The Design Of S-band Four-cavity Relativistic Klystron

In the field of high-power microwaves, devices’ output power are limited. On the contemporary, technology and research demands for higher microwave power, so scientists proposed a power combining[1] technology. Effected by this technology, klystron has been widely concerned. Nowadays relativistic klystron commonly uses three-cavity structure, this simple structure not only easier to adjust but also easier to suppress oscillation; however the gain is limited(~30 dB). To improve the gain of klystron, we try to design four-cavity relativistic klystron, however this kind of structure faces technical problems of mode control. Aiming at this problem, the dissertation carried out study about theoretical analysis、particle simulation and experiment. And have analyzed self-excited oscillation’s effects on stability of output microwave, such as electronic returning、high-order mode oscillation.First, the dissertation have analyzed klystron’s basic working principle and described the process of beam-cavity interaction.

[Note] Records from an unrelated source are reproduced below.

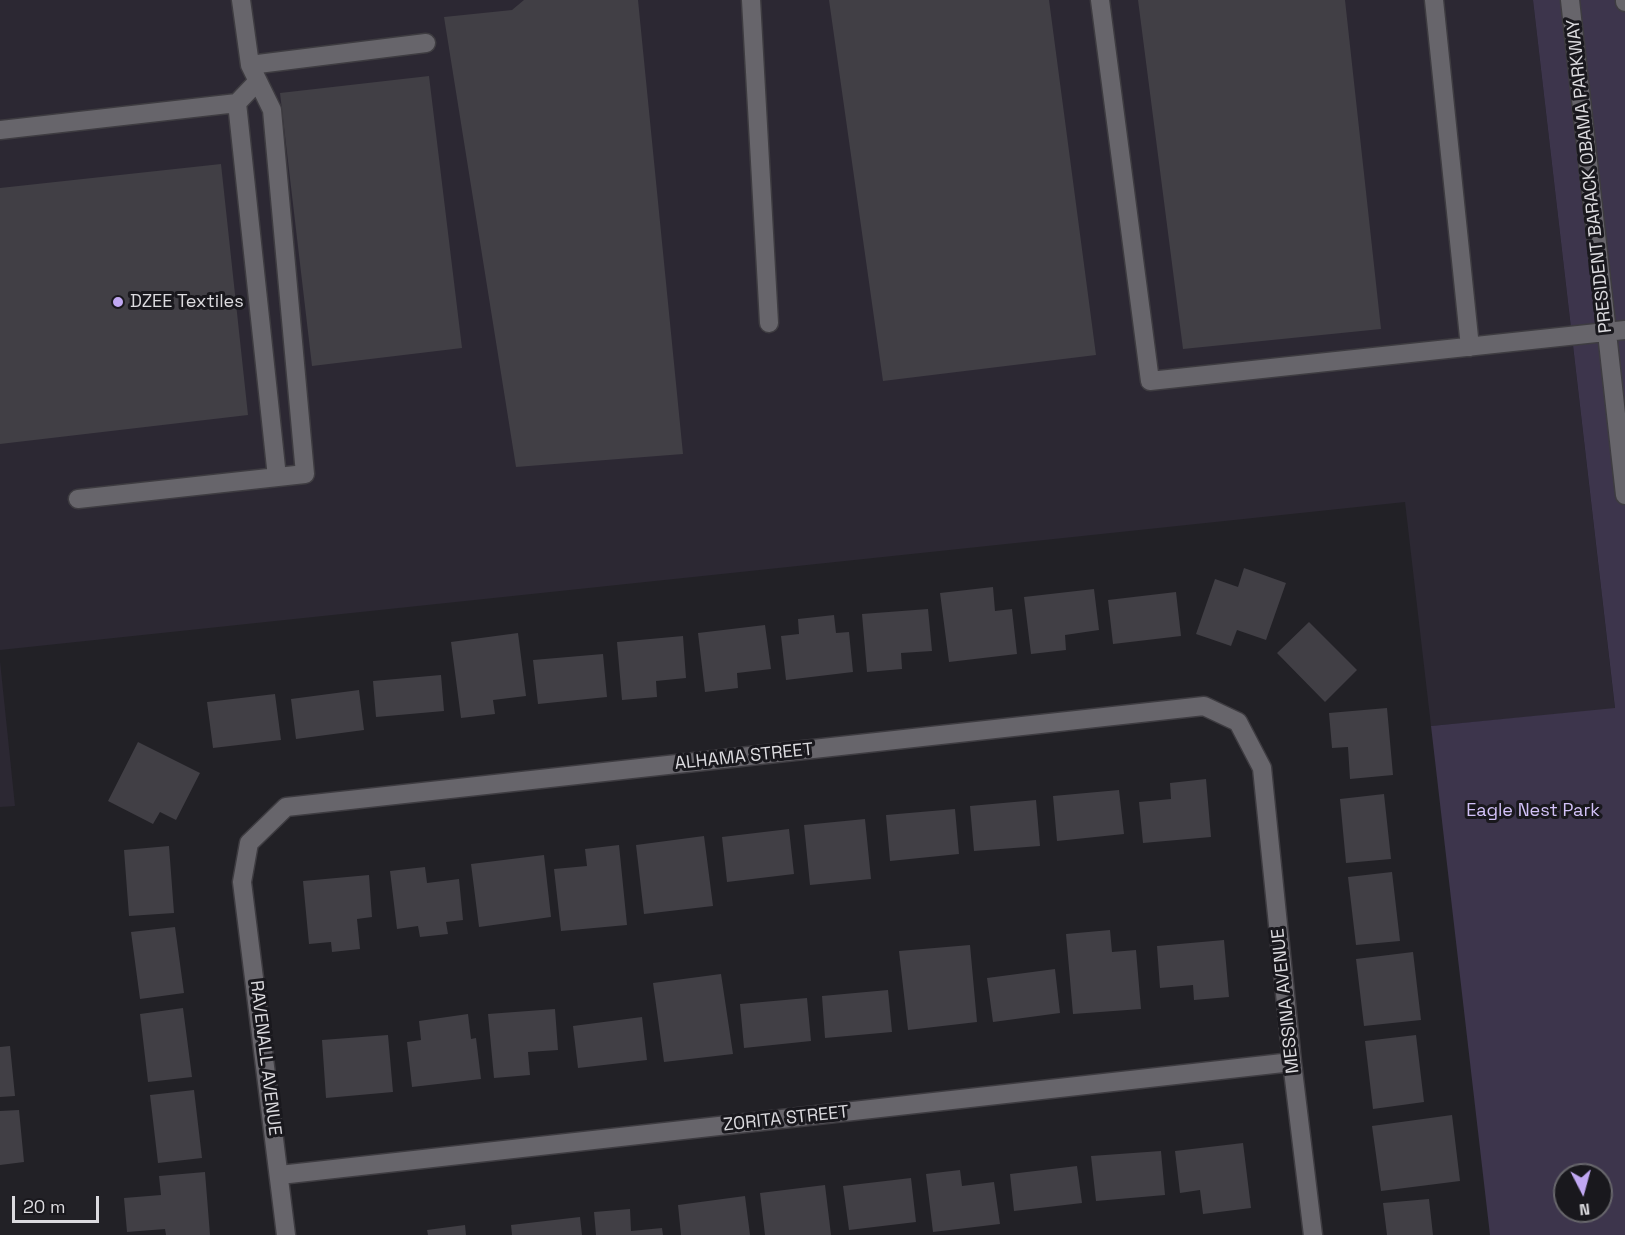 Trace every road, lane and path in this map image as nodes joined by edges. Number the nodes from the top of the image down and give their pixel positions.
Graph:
1 (241, 0) edge
2 (751, 0) edge
3 (1100, 0) edge
4 (1434, 0) edge
5 (1570, 0) edge
6 (426, 43) dead end
7 (254, 73) junction
8 (237, 103) junction
9 (0, 130) edge
10 (769, 323) dead end
11 (1616, 331) edge
12 (1470, 348) junction
13 (277, 477) junction
14 (1625, 495) edge
15 (78, 499) dead end
16 (1262, 768) joint
17 (242, 882) joint
18 (1292, 1062) junction
19 (280, 1175) junction
20 (286, 1235) edge
21 (1313, 1235) edge

1 - 7 street
2 - 10 street
3 - 12 street
4 - 12 street
5 - 11 street, PRESIDENT BARACK OBAMA PARKWAY
6 - 7 street
7 - 8 street
7 - 13 street
8 - 9 street
8 - 13 street
11 - 12 street
11 - 14 street, PRESIDENT BARACK OBAMA PARKWAY
13 - 15 street
16 - 17 street, ALHAMA STREET
16 - 18 street, MESSINA AVENUE
17 - 19 street, RAVENALL AVENUE
18 - 19 street, ZORITA STREET
18 - 21 street, MESSINA AVENUE
19 - 20 street, RAVENALL AVENUE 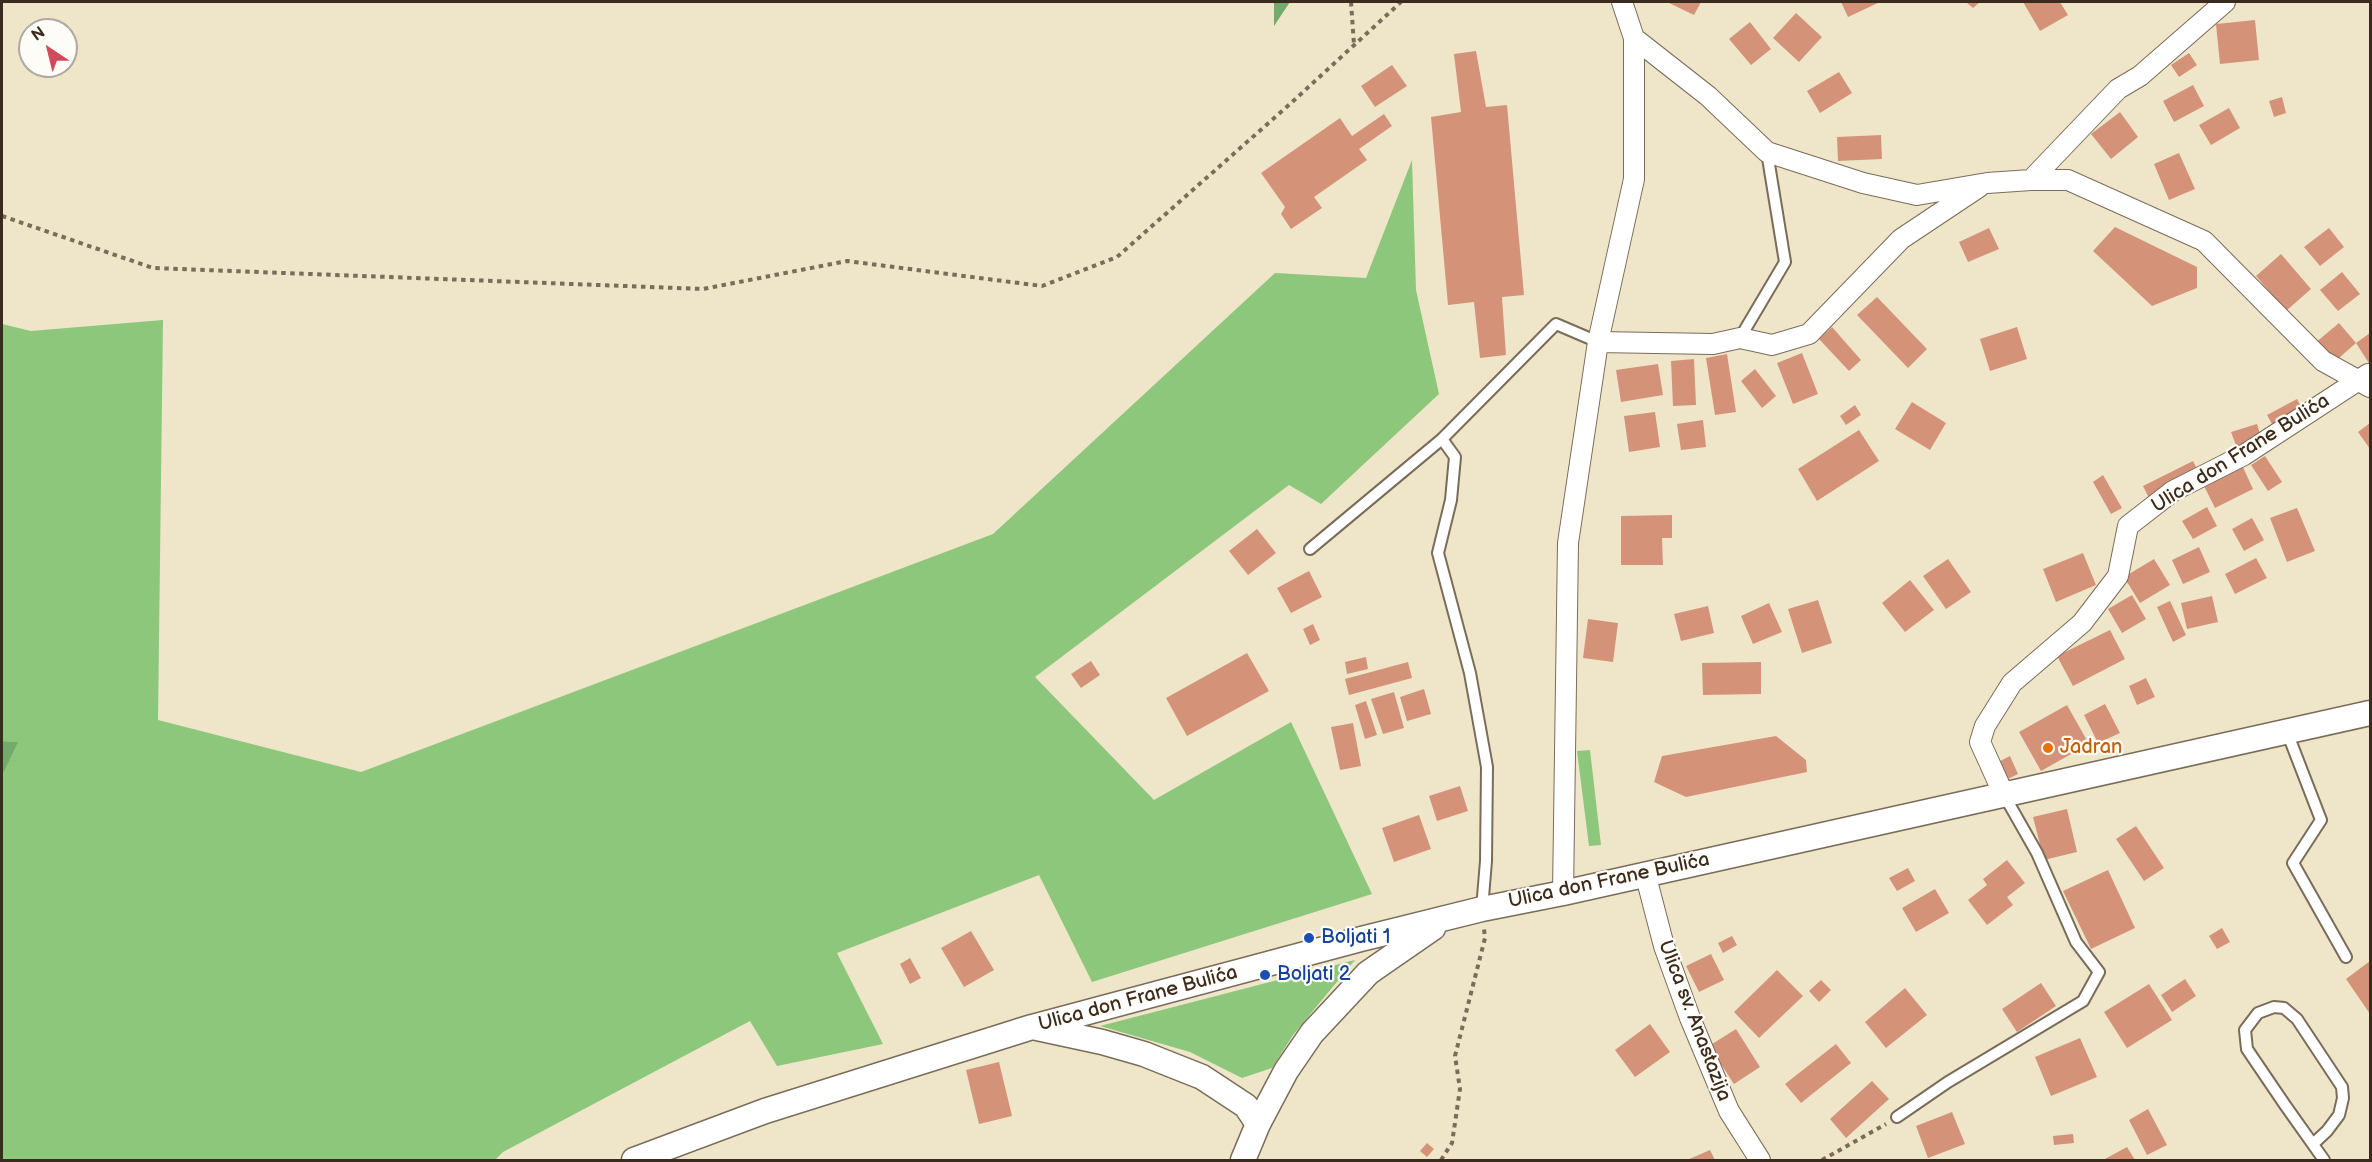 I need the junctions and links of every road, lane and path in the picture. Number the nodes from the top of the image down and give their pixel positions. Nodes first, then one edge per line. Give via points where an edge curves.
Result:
1 (1351, 2) edge
2 (1401, 2) edge
3 (1622, 2) edge
4 (2225, 2) edge
5 (1634, 38) junction
6 (1354, 45) junction
7 (1767, 153) junction
8 (2031, 180) junction
9 (1986, 183) junction
10 (2, 216) edge
11 (1740, 338) junction
12 (1598, 342) junction
13 (2367, 380) edge
14 (1442, 439) junction
15 (1310, 549) dead end
16 (2370, 713) edge
17 (2287, 732) junction
18 (2004, 795) junction
19 (1645, 873) junction
20 (1563, 893) junction
21 (1482, 909) junction
22 (1454, 917) junction
23 (2346, 957) dead end
24 (1032, 1027) junction
25 (1897, 1117) joint
26 (1258, 1124) junction
27 (2313, 1144) junction
28 (633, 1161) edge
29 (1243, 1161) edge
30 (1441, 1161) edge
31 (1760, 1161) edge
32 (1822, 1161) edge
33 (2324, 1161) edge

1 - 6 path
2 - 6 path
3 - 5 street
4 - 8 street via 2140,76 2118,89
5 - 7 street via 1708,96
5 - 12 street via 1634,179
6 - 10 path via 1117,257 1042,286 847,261 703,289 153,268
7 - 9 street via 1863,183 1917,195
7 - 11 lane via 1785,262
8 - 9 street
8 - 13 street via 2068,180 2204,241 2323,361
9 - 11 street via 1900,239 1809,334 1772,345
11 - 12 street via 1713,344
12 - 14 lane via 1556,324
12 - 20 street via 1568,543
13 - 18 street, Ulica don Frane Bulića via 2244,455 2173,491 2128,526 2118,576 2082,622 2012,683 1985,726 1980,742
14 - 15 lane
14 - 21 lane via 1455,457 1451,500 1438,553 1470,673 1487,767
16 - 17 street, Ulica don Frane Bulića
17 - 18 street, Ulica don Frane Bulića
17 - 23 lane via 2321,820 2293,863
18 - 19 street, Ulica don Frane Bulića
18 - 25 lane via 2037,853 2076,942 2099,972 2084,1001
19 - 20 street, Ulica don Frane Bulića
19 - 31 street, Ulica sv. Anastazija via 1664,946 1690,1018 1729,1111
20 - 21 street, Ulica don Frane Bulića
21 - 22 street, Ulica don Frane Bulića
21 - 30 path via 1485,938 1455,1056 1460,1089 1452,1143
22 - 24 street, Ulica don Frane Bulića
22 - 26 street via 1392,955 1340,1002 1286,1071
24 - 26 street via 1102,1042 1184,1069 1233,1096 1246,1106
24 - 28 street, Ulica don Frane Bulića via 765,1112
25 - 32 path
26 - 29 street
27 - 27 lane via 2247,1048 2245,1030 2258,1013 2274,1007 2284,1008 2297,1019 2342,1087 2338,1115
27 - 33 lane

Established the equivalent circuit model for the different functions of cavities(such as: input cavity、idle cavity and output cavity). This kind of circuit model makes the beam-cavity interaction easier to understand.Secondly, the dissertation has finished design of four-cavity intense relativistic klystron through particle simulation. Against how to choose right electron beam parameters(such as beam voltage, beam current and size) and guiding magnetic field, this paper has made a detailed analysis according to the given indicators. And for the effect factors of output microwave’s stability, this dissertation has carried out a research. Analyzed the causes of electronic reflection and high-mode oscillation from theory, searched the suppression measures, and have validated through simulation. To achieve both suppression of self-excited oscillation and high microwave power, a ladder structured drift was adopted. At last, achieved a stable microwave[1] with the power of 3.74 GW, efficiency of 22%, 1 dB bandwidth of 74 MHz through simulation.Finally, this dissertation have carried out the experimental study on four-cavity relativistic klystron on the use of summarized measures in simulation, and have the self-excited oscillation effectively suppressed. In the excitation of kW level injection microwave, we have achieved a gain of 61 dB, efficiency of 24%, pulse width of 80 ns.